* Required action: Word for word, print every entry below.

* Task inputs:
'''
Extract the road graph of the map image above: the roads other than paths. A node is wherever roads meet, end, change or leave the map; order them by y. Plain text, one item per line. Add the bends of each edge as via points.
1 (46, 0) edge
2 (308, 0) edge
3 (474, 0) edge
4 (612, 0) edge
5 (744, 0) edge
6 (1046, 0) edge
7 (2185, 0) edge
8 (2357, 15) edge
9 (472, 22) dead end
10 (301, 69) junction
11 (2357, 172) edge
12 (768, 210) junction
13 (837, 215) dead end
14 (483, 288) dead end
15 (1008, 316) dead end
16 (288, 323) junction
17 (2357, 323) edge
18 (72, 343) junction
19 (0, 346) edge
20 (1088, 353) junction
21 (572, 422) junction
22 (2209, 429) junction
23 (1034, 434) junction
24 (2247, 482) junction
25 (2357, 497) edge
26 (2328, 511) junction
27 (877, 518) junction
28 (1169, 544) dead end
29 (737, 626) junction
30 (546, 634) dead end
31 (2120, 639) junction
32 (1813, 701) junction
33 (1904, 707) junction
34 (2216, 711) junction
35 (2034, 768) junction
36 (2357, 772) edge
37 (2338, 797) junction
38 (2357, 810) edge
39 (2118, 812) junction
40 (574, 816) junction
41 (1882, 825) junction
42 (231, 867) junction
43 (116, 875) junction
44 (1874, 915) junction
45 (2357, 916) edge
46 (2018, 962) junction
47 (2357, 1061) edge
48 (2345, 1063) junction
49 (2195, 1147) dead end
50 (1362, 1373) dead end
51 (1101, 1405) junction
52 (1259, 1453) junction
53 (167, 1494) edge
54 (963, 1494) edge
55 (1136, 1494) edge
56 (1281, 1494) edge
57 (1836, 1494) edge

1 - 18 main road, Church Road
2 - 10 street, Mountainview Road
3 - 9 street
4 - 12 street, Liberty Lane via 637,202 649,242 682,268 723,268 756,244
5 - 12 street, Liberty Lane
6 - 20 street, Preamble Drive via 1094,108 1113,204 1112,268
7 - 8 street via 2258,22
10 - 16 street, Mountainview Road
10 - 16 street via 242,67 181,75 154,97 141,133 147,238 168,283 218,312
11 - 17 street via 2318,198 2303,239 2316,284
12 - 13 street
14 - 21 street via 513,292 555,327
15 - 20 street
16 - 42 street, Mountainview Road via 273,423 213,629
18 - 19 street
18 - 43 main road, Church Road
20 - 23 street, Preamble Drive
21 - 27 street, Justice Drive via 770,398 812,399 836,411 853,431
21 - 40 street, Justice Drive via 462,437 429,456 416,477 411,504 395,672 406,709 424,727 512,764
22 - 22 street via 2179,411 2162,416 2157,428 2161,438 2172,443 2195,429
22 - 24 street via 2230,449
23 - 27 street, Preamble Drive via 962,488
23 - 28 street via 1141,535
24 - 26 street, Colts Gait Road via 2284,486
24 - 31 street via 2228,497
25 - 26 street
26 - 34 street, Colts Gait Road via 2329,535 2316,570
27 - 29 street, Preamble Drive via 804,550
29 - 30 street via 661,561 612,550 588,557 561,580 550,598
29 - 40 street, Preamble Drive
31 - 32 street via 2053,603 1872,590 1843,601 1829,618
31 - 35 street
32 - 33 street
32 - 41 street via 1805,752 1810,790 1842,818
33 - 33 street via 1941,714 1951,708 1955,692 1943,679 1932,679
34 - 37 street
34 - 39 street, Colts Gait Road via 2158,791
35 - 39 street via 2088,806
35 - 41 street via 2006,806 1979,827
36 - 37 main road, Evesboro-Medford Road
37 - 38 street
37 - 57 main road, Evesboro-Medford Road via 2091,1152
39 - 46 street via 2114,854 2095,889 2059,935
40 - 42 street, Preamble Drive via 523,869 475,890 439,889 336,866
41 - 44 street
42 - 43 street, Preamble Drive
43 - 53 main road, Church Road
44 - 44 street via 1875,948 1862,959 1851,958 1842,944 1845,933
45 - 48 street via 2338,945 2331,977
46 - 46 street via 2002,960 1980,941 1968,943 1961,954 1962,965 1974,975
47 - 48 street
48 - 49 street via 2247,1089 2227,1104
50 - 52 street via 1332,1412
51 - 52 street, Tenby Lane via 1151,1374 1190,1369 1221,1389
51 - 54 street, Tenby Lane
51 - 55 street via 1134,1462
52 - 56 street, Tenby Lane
'''
* Exercise output:
Extract the road graph of the map image above: the roads other than paths. A node is wherever roads meet, end, change or leave the map; order them by y. Plain text, one item per line. Add the bends of each edge as via points.
1 (46, 0) edge
2 (308, 0) edge
3 (474, 0) edge
4 (612, 0) edge
5 (744, 0) edge
6 (1046, 0) edge
7 (2185, 0) edge
8 (2357, 15) edge
9 (472, 22) dead end
10 (301, 69) junction
11 (2357, 172) edge
12 (768, 210) junction
13 (837, 215) dead end
14 (483, 288) dead end
15 (1008, 316) dead end
16 (288, 323) junction
17 (2357, 323) edge
18 (72, 343) junction
19 (0, 346) edge
20 (1088, 353) junction
21 (572, 422) junction
22 (2209, 429) junction
23 (1034, 434) junction
24 (2247, 482) junction
25 (2357, 497) edge
26 (2328, 511) junction
27 (877, 518) junction
28 (1169, 544) dead end
29 (737, 626) junction
30 (546, 634) dead end
31 (2120, 639) junction
32 (1813, 701) junction
33 (1904, 707) junction
34 (2216, 711) junction
35 (2034, 768) junction
36 (2357, 772) edge
37 (2338, 797) junction
38 (2357, 810) edge
39 (2118, 812) junction
40 (574, 816) junction
41 (1882, 825) junction
42 (231, 867) junction
43 (116, 875) junction
44 (1874, 915) junction
45 (2357, 916) edge
46 (2018, 962) junction
47 (2357, 1061) edge
48 (2345, 1063) junction
49 (2195, 1147) dead end
50 (1362, 1373) dead end
51 (1101, 1405) junction
52 (1259, 1453) junction
53 (167, 1494) edge
54 (963, 1494) edge
55 (1136, 1494) edge
56 (1281, 1494) edge
57 (1836, 1494) edge

1 - 18 main road, Church Road
2 - 10 street, Mountainview Road
3 - 9 street
4 - 12 street, Liberty Lane via 637,202 649,242 682,268 723,268 756,244
5 - 12 street, Liberty Lane
6 - 20 street, Preamble Drive via 1094,108 1113,204 1112,268
7 - 8 street via 2258,22
10 - 16 street, Mountainview Road
10 - 16 street via 242,67 181,75 154,97 141,133 147,238 168,283 218,312
11 - 17 street via 2318,198 2303,239 2316,284
12 - 13 street
14 - 21 street via 513,292 555,327
15 - 20 street
16 - 42 street, Mountainview Road via 273,423 213,629
18 - 19 street
18 - 43 main road, Church Road
20 - 23 street, Preamble Drive
21 - 27 street, Justice Drive via 770,398 812,399 836,411 853,431
21 - 40 street, Justice Drive via 462,437 429,456 416,477 411,504 395,672 406,709 424,727 512,764
22 - 22 street via 2179,411 2162,416 2157,428 2161,438 2172,443 2195,429
22 - 24 street via 2230,449
23 - 27 street, Preamble Drive via 962,488
23 - 28 street via 1141,535
24 - 26 street, Colts Gait Road via 2284,486
24 - 31 street via 2228,497
25 - 26 street
26 - 34 street, Colts Gait Road via 2329,535 2316,570
27 - 29 street, Preamble Drive via 804,550
29 - 30 street via 661,561 612,550 588,557 561,580 550,598
29 - 40 street, Preamble Drive
31 - 32 street via 2053,603 1872,590 1843,601 1829,618
31 - 35 street
32 - 33 street
32 - 41 street via 1805,752 1810,790 1842,818
33 - 33 street via 1941,714 1951,708 1955,692 1943,679 1932,679
34 - 37 street
34 - 39 street, Colts Gait Road via 2158,791
35 - 39 street via 2088,806
35 - 41 street via 2006,806 1979,827
36 - 37 main road, Evesboro-Medford Road
37 - 38 street
37 - 57 main road, Evesboro-Medford Road via 2091,1152
39 - 46 street via 2114,854 2095,889 2059,935
40 - 42 street, Preamble Drive via 523,869 475,890 439,889 336,866
41 - 44 street
42 - 43 street, Preamble Drive
43 - 53 main road, Church Road
44 - 44 street via 1875,948 1862,959 1851,958 1842,944 1845,933
45 - 48 street via 2338,945 2331,977
46 - 46 street via 2002,960 1980,941 1968,943 1961,954 1962,965 1974,975
47 - 48 street
48 - 49 street via 2247,1089 2227,1104
50 - 52 street via 1332,1412
51 - 52 street, Tenby Lane via 1151,1374 1190,1369 1221,1389
51 - 54 street, Tenby Lane
51 - 55 street via 1134,1462
52 - 56 street, Tenby Lane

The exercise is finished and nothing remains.